» DATA
>>>

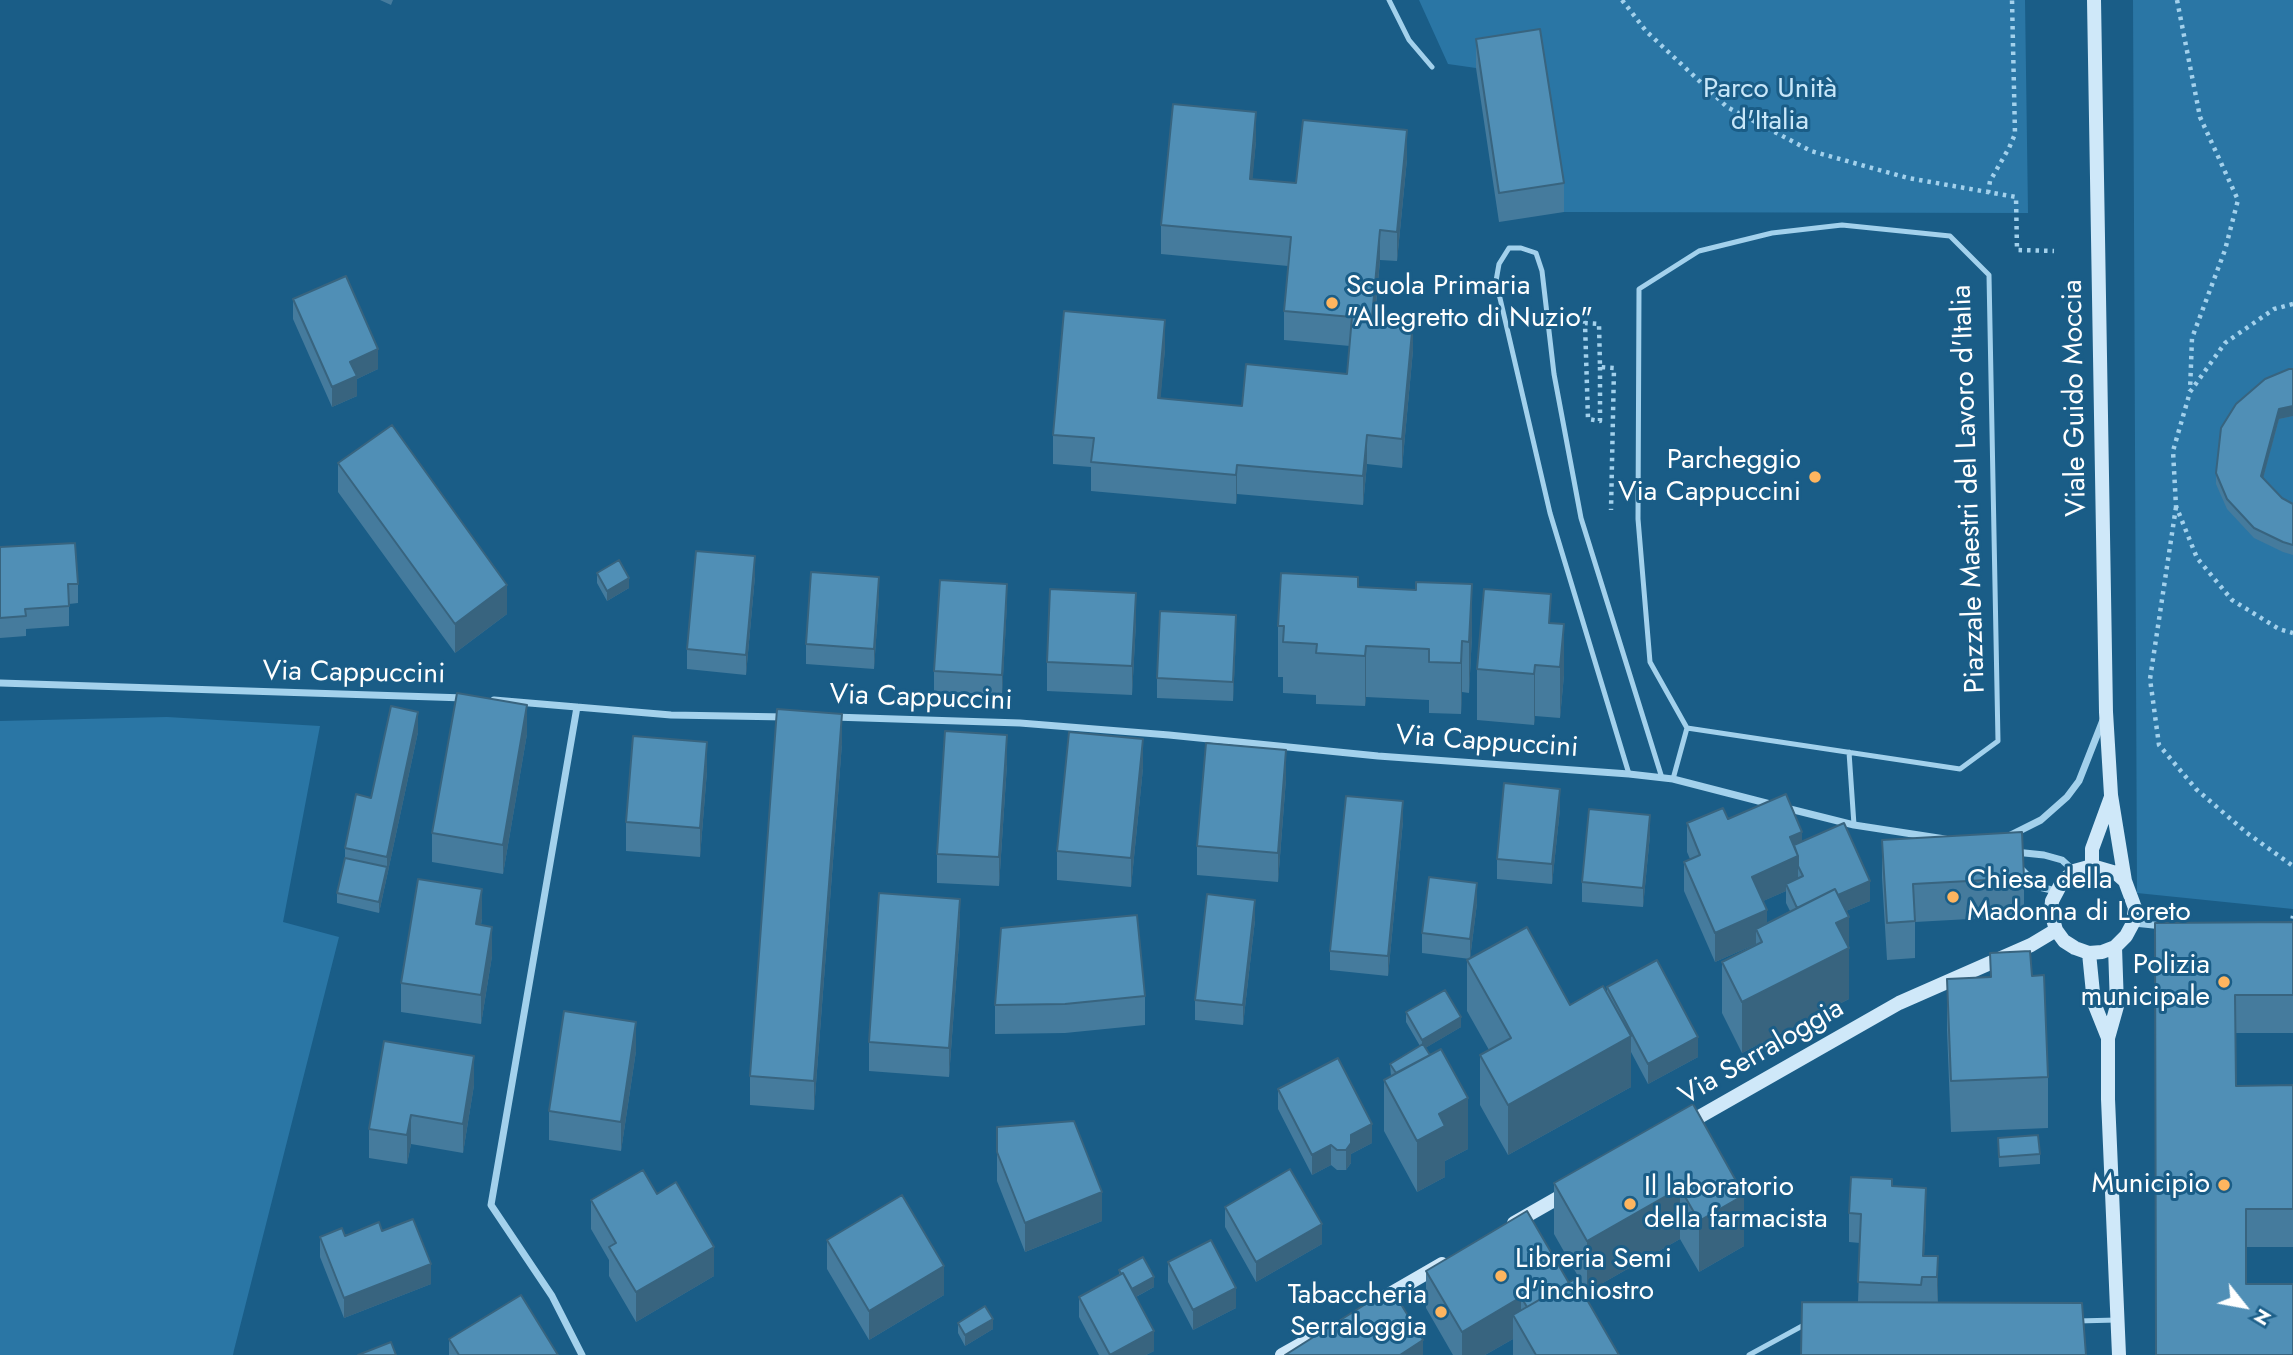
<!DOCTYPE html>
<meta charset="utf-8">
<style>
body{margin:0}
#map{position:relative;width:2293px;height:1355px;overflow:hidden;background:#1a5d87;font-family:Jost,sans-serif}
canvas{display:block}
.north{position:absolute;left:2209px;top:1271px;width:70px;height:70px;-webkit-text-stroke:5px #1a5d87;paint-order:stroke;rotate:121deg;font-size:19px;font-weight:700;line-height:28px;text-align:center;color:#fff}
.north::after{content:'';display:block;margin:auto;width:24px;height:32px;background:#fff;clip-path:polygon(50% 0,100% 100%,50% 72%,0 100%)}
</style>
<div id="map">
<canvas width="2293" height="1355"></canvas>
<div class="north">N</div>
</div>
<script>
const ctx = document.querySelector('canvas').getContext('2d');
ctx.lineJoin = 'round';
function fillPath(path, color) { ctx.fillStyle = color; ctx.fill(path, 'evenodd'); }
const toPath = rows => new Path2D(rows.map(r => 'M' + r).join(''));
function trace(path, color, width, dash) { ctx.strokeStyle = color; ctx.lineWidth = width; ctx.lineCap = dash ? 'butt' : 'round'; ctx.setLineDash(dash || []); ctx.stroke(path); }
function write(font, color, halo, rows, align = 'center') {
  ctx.font = font + ' Jost,sans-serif'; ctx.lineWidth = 6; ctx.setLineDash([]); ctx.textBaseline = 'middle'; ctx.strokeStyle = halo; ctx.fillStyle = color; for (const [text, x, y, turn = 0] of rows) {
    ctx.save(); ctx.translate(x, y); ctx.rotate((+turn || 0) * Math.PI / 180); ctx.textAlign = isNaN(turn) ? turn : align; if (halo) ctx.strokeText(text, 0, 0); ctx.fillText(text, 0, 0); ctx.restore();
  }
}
fillPath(toPath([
 [1419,0,2025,0,2028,213,1564,212,1540,58,1476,68,1448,64],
 [2133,0,2293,0,2293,909,2137,893],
 [167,717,320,726,283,922,339,937,234,1350,233,1355,0,1355,0,721]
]), '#2a76a5');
trace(toPath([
 [1622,0,1646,31,1727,107,1811,151,1908,178,2016,197,2017,250,2054,251],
 [2177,0,2200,117,2238,200,2225,250,2192,338,2190,391],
 [1988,193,1990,181,2009,148,2015,134,2012,0],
 [2293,304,2274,309,2225,343,2190,392,2173,451,2176,506,2197,558,2232,600,2279,629,2293,633],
 [1600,367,1600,421,1588,419,1585,323,1599,324,1600,367,1614,368,1611,510],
 [2176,507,2150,679,2159,745,2196,789,2247,833,2293,866],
 [2291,927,2293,916]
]), '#a3d1ec', 4.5, [3.5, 5]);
trace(toPath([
 [1389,0,1409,40,1432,67],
 [1849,752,1854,825],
 [1629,774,1550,513,1496,281,1499,264,1509,248,1521,248,1536,253,1542,271,1554,374,1581,518,1662,778],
 [1673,779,1687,728,1650,662,1638,519,1639,289,1699,251,1772,233,1842,225,1950,236,1989,275,1998,741,1960,769,1687,728],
 [2077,1321,2117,1320],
 [1749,1355,1804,1325,1809,1325]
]), '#a3d1ec', 5);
trace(toPath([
 [0,683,465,698],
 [494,700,671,715,786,717],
 [577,707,491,1205,552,1296,582,1355],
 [833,717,1020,723,1169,735,1378,756,1629,774,1673,779,1774,805],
 [1786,808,1854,825,1945,839],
 [2009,836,2041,820,2067,797,2079,781,2103,720],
 [2015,852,2044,855,2062,860,2074,871],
 [2019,867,2039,887,2056,891],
 [2134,923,2163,926]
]), '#a3d1ec', 7);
trace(toPath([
 [2094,0,2106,712,2111,795,2125,881,2135,908,2133,923,2126,936,2115,947,2102,952,2089,953,2075,948,2064,941,2056,930,2051,912,2052,901,2062,882,2074,871,2092,866,2116,873,2125,881],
 [2092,866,2092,849,2111,797],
 [2115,947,2117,1006,2108,1038,2108,1099,2119,1355],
 [2089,953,2094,1003,2108,1038],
 [1685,1125,1899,1003,2031,945,2056,930],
 [1514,1223,1570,1191],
 [1378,1301,1442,1264],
 [1282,1355,1330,1328]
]), '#cfe8f9', 14);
fillPath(toPath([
 [380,0,393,0,391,5],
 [1476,39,1564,183,1564,212,1499,222,1476,68],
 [1256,141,1252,179,1296,183,1407,159,1397,261,1380,260,1375,317,1413,350,1402,468,1367,464,1363,505,1237,494,1236,504,1091,491,1091,467,1053,464,1053,435,1165,349,1160,399,1242,406,1347,374,1350,346,1284,340,1284,311,1288,266,1161,254,1161,225],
 [293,299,378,369,357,379,357,396,332,407,293,319],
 [2293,369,2293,416,2279,419,2263,478,2282,498,2293,504,2293,555,2283,552,2254,538,2227,509,2216,484,2216,473],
 [338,463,507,614,455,653,338,492],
 [0,547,78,584,78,603,69,604,69,626,26,629,26,636,0,638],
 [597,573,629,588,607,601,597,583],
 [755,576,746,675,687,669,687,649],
 [1358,587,1472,635,1469,693,1462,692,1461,714,1429,713,1429,700,1366,697,1365,706,1316,704,1316,695,1283,693,1283,677,1278,677,1278,626],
 [879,597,874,669,806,664,806,644],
 [1007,603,1002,695,934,691,934,671],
 [1136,622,1132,695,1047,691,1047,662],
 [1551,623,1564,675,1560,718,1535,716,1534,725,1477,720,1477,669],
 [1236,635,1233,701,1157,698,1157,678],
 [418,732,379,913,337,903,337,893,345,858,345,848,371,798],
 [527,734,503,874,432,862,432,833],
 [842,743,814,1110,750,1105,750,1076],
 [1007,764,999,886,937,883,937,854],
 [1143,768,1131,887,1057,880,1057,851],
 [707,771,700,857,626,851,626,822],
 [1286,779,1278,882,1197,875,1197,846],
 [1560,809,1552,884,1497,879,1497,859],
 [1728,819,1870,901,1846,911,1849,917,1849,999,1742,1053,1722,1013,1722,962,1756,944,1715,962,1684,891,1684,862,1690,859,1687,852,1687,823],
 [1786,891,1786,903,1790,911,1767,923,1763,901],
 [1403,821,1388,976,1330,970,1330,951],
 [1650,835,1643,907,1582,902,1582,882],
 [1882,840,2024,878,2024,916,1915,922,1915,958,1887,960,1882,878],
 [1477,903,1470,959,1422,953,1422,933],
 [482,918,481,925,492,956,481,1024,401,1012,401,983],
 [1255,920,1243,1025,1195,1020,1195,1000],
 [2293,922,2293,1033,2235,1033,2236,1086,2293,1085,2293,1247,2246,1247,2246,1284,2156,1355,2155,923],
 [960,928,949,1077,869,1071,869,1042],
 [1990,953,2032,976,2048,1077,2048,1128,1951,1132,1947,1030,1947,979,1990,977],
 [1467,960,1570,1005,1607,992,1607,987,1698,1057,1648,1084,1631,1052,1631,1087,1508,1155,1480,1105,1480,1055,1489,1050,1467,1011],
 [1145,996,1145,1025,1065,1033,995,1034,995,1005],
 [1406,1012,1461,1027,1425,1048,1468,1149,1445,1161,1445,1177,1417,1192,1384,1131,1384,1080,1391,1076,1390,1064,1420,1046,1406,1022],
 [636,1051,621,1151,549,1140,549,1111],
 [474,1085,463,1153,411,1144,407,1164,369,1158,369,1129],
 [1278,1089,1372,1143,1351,1154,1351,1163,1346,1170,1337,1170,1331,1165,1312,1175,1278,1109],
 [1693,1104,1744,1246,1699,1272,1680,1239,1587,1292,1554,1234,1554,1183],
 [997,1127,1102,1221,1025,1252,997,1181],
 [1998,1138,2040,1154,2040,1164,1999,1167],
 [1892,1186,1926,1217,1924,1256,1938,1256,1938,1302,1858,1302,1860,1243,1849,1242,1849,1213],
 [657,1194,714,1276,636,1322,609,1276,609,1260,591,1229,591,1200],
 [1225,1207,1322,1244,1256,1282,1225,1227],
 [382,1231,431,1284,344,1318,320,1257,320,1237],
 [827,1240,944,1295,869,1340,827,1269],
 [1168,1262,1236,1308,1193,1330,1168,1282],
 [1119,1270,1154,1287,1136,1297,1154,1351,1146,1355,1099,1355,1079,1317,1079,1297,1119,1275],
 [1426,1271,1569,1283,1619,1355,1513,1355,1513,1339,1485,1355,1453,1355,1426,1308],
 [958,1323,993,1329,965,1346,958,1333],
 [449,1339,558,1355,449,1355]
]), '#457b9d');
fillPath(toPath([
 [1256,112,1256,141,1250,208,1250,179],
 [1407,130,1407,159,1397,261,1397,232],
 [1380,230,1380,260,1372,346,1372,317],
 [1165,320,1165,349,1158,428,1158,398],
 [1413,321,1413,350,1402,468,1402,439],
 [378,349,378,369,357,379,357,396,332,407,332,387,350,362],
 [2293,406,2293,416,2279,419,2261,486,2261,476,2279,409],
 [1367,435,1367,464,1363,505,1363,476],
 [1237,465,1237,494,1236,504,1236,475],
 [755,556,755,576,746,675,746,655],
 [879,577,879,597,874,669,874,649],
 [629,578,629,588,607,601,607,591],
 [1007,584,1007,603,1002,695,1002,675],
 [1472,584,1472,635,1469,693,1469,642],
 [507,585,507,614,455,653,455,624],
 [1136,593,1136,622,1132,695,1132,666],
 [1236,615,1236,635,1233,701,1233,682],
 [1564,624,1564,675,1560,718,1560,667],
 [1462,641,1462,692,1461,714,1461,663],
 [1366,646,1366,697,1365,706,1365,656],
 [1535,665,1535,716,1534,725,1534,674],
 [527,705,527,734,503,874,503,845],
 [418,712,418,732,379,913,379,902,387,867,387,857],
 [842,714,842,743,814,1110,814,1081],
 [1007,735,1007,764,999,886,999,857],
 [1143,739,1143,768,1131,887,1131,858],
 [707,742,707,771,700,857,700,828],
 [1286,750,1286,779,1278,882,1278,853],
 [1560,789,1560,809,1552,884,1552,864],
 [1403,801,1403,821,1388,976,1388,956],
 [1650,815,1650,835,1643,907,1643,888],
 [1802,832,1802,861,1798,863,1798,885,1786,884,1786,891,1752,906,1752,877,1790,837],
 [1870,881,1870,901,1815,924,1815,904],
 [1477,883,1477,903,1470,959,1470,939],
 [482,889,482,918,476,953,476,924],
 [960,899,960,928,949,1077,949,1048],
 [1255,900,1255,920,1243,1025,1243,1005],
 [1767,910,1767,939,1756,929,1756,944,1715,962,1715,933],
 [1849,917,1849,999,1742,1053,1742,1002,1836,923],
 [492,927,492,956,481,1024,481,995],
 [1461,1017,1461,1027,1422,1050,1422,1040],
 [636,1022,636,1051,621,1151,621,1122],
 [1631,1036,1631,1087,1508,1155,1508,1105],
 [1698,1037,1698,1057,1648,1084,1648,1064],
 [474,1056,474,1085,463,1153,463,1124],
 [1468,1098,1468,1149,1445,1161,1445,1177,1417,1192,1417,1141,1439,1114],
 [411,1115,411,1144,407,1164,407,1135],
 [1372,1124,1372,1143,1351,1154,1351,1163,1346,1170,1346,1150,1351,1135],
 [1331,1145,1331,1165,1312,1175,1312,1155],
 [1680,1188,1680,1239,1587,1292,1587,1241],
 [1926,1188,1926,1217,1923,1277,1923,1256],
 [1102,1192,1102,1221,1025,1252,1025,1223],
 [1744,1195,1744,1246,1699,1272,1699,1221],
 [1322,1224,1322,1244,1256,1282,1256,1262],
 [714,1247,714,1276,636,1322,636,1292],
 [1938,1256,1938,1285,1937,1306,1937,1277],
 [431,1264,431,1284,344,1318,344,1298],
 [944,1266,944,1295,869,1340,869,1311],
 [1154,1277,1154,1287,1130,1300,1130,1290],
 [1236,1288,1236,1308,1193,1330,1193,1310],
 [1521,1297,1521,1329,1513,1315,1513,1339,1485,1355,1462,1355,1462,1332],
 [993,1319,993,1329,965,1346,965,1335],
 [1154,1331,1154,1351,1146,1355,1110,1355],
 [1423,1340,1423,1355,1400,1355]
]), '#38647f');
const building = toPath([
 [1540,29,1564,183,1499,193,1476,39,1540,29],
 [1173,104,1256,112,1250,179,1296,183,1303,120,1407,130,1397,232,1380,230,1372,317,1413,321,1402,439,1367,435,1363,476,1237,465,1236,475,1091,462,1094,438,1053,435,1064,311,1165,320,1158,398,1242,406,1246,364,1347,374,1352,317,1284,311,1291,237,1161,225,1173,104],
 [346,276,378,349,350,362,357,376,332,387,293,299,346,276],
 [2289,369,2293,369,2293,406,2279,409,2261,476,2282,498,2293,504,2293,545,2283,542,2254,528,2227,499,2216,473,2221,428,2236,404,2265,379,2289,369],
 [392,425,507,585,455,624,338,463,392,425],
 [75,543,78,584,68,584,69,606,25,609,26,616,0,618,0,547,75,543],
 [696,551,755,556,746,655,687,649,696,551],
 [619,560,629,578,607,591,597,573,619,560],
 [811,572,879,577,874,649,806,644,811,572],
 [1281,573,1358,577,1358,587,1416,590,1416,582,1472,584,1469,642,1462,641,1461,663,1429,662,1429,649,1366,646,1365,656,1316,653,1317,644,1283,642,1284,626,1278,626,1281,573],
 [940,580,1007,584,1002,675,934,671,940,580],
 [1050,589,1136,593,1132,666,1047,662,1050,589],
 [1484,589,1551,594,1549,623,1564,624,1560,667,1535,665,1534,674,1477,669,1484,589],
 [1160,611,1236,615,1233,682,1157,678,1160,611],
 [457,693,527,705,503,845,432,833,457,693],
 [391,706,418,712,387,857,345,848,356,794,371,798,391,706],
 [777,709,842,714,814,1081,750,1076,777,709],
 [945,731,1007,735,999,857,937,854,945,731],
 [1069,732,1143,739,1131,858,1057,851,1069,732],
 [633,736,707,742,700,828,626,822,633,736],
 [1206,743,1286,750,1278,853,1197,846,1206,743],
 [1504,783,1560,789,1552,864,1497,859,1504,783],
 [1786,794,1802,832,1790,837,1798,856,1752,877,1767,910,1715,933,1684,862,1700,855,1687,823,1723,808,1728,819,1786,794],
 [1346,796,1403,801,1388,956,1330,951,1346,796],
 [1589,809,1650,815,1643,888,1582,882,1589,809],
 [1844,823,1870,881,1838,895,1835,889,1797,908,1786,884,1803,876,1798,866,1798,856,1794,845,1844,823],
 [2022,832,2024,878,1913,884,1915,921,1887,923,1882,840,2022,832],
 [345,858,387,867,379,902,337,893,345,858],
 [1429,877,1477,883,1470,939,1422,933,1429,877],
 [418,879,482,889,476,924,492,927,481,995,401,983,418,879],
 [1835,889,1849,917,1836,923,1849,948,1742,1002,1722,962,1762,942,1756,929,1835,889],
 [879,893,960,899,949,1048,869,1042,879,893],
 [1207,894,1255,900,1243,1005,1195,1000,1207,894],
 [1137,915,1145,996,1065,1004,995,1005,1001,928,1137,915],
 [2293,922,2293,995,2235,995,2236,1086,2293,1085,2293,1209,2246,1209,2246,1284,2293,1284,2293,1355,2156,1355,2155,923,2293,922],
 [1527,927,1570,1005,1603,986,1631,1036,1508,1105,1480,1055,1511,1038,1467,960,1527,927],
 [2030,951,2032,976,2044,975,2048,1077,1951,1081,1947,979,1991,977,1990,953,2030,951],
 [1657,960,1698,1037,1648,1064,1607,987,1657,960],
 [1445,990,1461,1017,1422,1040,1406,1012,1445,990],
 [564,1011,636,1022,621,1122,549,1111,564,1011],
 [384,1041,474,1056,463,1124,411,1115,407,1135,369,1129,384,1041],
 [1423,1044,1430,1055,1396,1073,1390,1064,1423,1044],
 [1441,1049,1468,1098,1439,1114,1445,1126,1417,1141,1384,1080,1441,1049],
 [1338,1058,1372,1124,1351,1135,1351,1143,1346,1150,1337,1150,1331,1145,1312,1155,1278,1089,1338,1058],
 [1693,1104,1744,1195,1699,1221,1680,1188,1587,1241,1554,1183,1693,1104],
 [1074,1121,1102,1192,1025,1223,997,1152,997,1127,1074,1121],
 [2038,1135,2040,1154,1999,1157,1998,1138,2038,1135],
 [1290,1169,1322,1224,1256,1262,1225,1207,1290,1169],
 [643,1170,657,1194,676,1182,714,1247,636,1292,609,1247,616,1243,591,1200,643,1170],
 [1851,1177,1892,1179,1892,1186,1926,1188,1923,1256,1938,1256,1937,1277,1922,1277,1921,1285,1858,1282,1861,1214,1849,1213,1851,1177],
 [902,1195,944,1266,869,1311,827,1240,902,1195],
 [1527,1211,1569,1283,1527,1307,1521,1297,1462,1332,1426,1271,1527,1211],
 [413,1219,431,1264,344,1298,320,1237,342,1228,345,1236,379,1222,382,1231,413,1219],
 [1211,1240,1236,1288,1193,1310,1168,1262,1211,1240],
 [1143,1257,1154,1277,1132,1289,1123,1273,1121,1274,1119,1270,1143,1257],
 [1123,1273,1154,1331,1110,1355,1079,1297,1123,1273],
 [1575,1279,1619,1355,1536,1355,1513,1315,1575,1279],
 [1391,1288,1423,1340,1400,1355,1285,1355,1391,1288],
 [521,1295,558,1355,459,1355,449,1339,521,1295],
 [1802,1302,2082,1303,2086,1355,1801,1355,1802,1302],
 [985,1306,993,1319,965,1335,958,1323,985,1306],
 [391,1342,396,1355,358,1355,391,1342]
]);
fillPath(building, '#508fb6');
trace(building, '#38647f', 2);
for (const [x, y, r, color] of [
 [1332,303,7,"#feb55f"],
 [1815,477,7,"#feb55f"],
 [1953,897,7,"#feb55f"],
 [2224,982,7,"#feb55f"],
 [2224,1185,7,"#feb55f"],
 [1630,1204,7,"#feb55f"],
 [1501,1276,7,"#feb55f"],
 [1441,1312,7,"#feb55f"]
]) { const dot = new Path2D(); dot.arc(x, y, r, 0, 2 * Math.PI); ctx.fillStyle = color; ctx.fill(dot); trace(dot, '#1a5d87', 2.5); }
write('28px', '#c8e7f9', '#1a5d87', [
 ["Parco Unità",1770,90],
 ["d'Italia",1770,122]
]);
write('28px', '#fff', '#1a5d87', [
 ["Scuola Primaria",1346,287],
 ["\"Allegretto di Nuzio\"",1346,319],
 ["Parcheggio",1801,461,"right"],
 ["Via Cappuccini",1801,493,"right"],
 ["Chiesa della",1967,881],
 ["Madonna di Loreto",1967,913],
 ["Polizia",2210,966,"right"],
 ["municipale",2210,998,"right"],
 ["Municipio",2210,1185,"right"],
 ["Il laboratorio",1644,1188],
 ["della farmacista",1644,1220],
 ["Libreria Semi",1515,1260],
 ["d'inchiostro",1515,1292],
 ["Tabaccheria",1427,1296,"right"],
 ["Serraloggia",1427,1328,"right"]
], 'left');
write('28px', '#fff', '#1a5d87', [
 ["Viale Guido Moccia",2076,398,-91],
 ["Piazzale Maestri del Lavoro d'Italia",1970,489,-92],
 ["Via Cappuccini",354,674,1],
 ["Via Cappuccini",921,699,2],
 ["Via Cappuccini",1487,743,4],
 ["Via Serraloggia",1762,1053,-30]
]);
</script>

<<<

» PROBLEM REQUIREMENTS
Copy, exactly and only, the lines above that begin with the one containing "ctx.lineJoin = 'round';" and finish with the one containing "const toPath = rows".

» WRITTEN SOLUTION
ctx.lineJoin = 'round';
function fillPath(path, color) { ctx.fillStyle = color; ctx.fill(path, 'evenodd'); }
const toPath = rows => new Path2D(rows.map(r => 'M' + r).join(''));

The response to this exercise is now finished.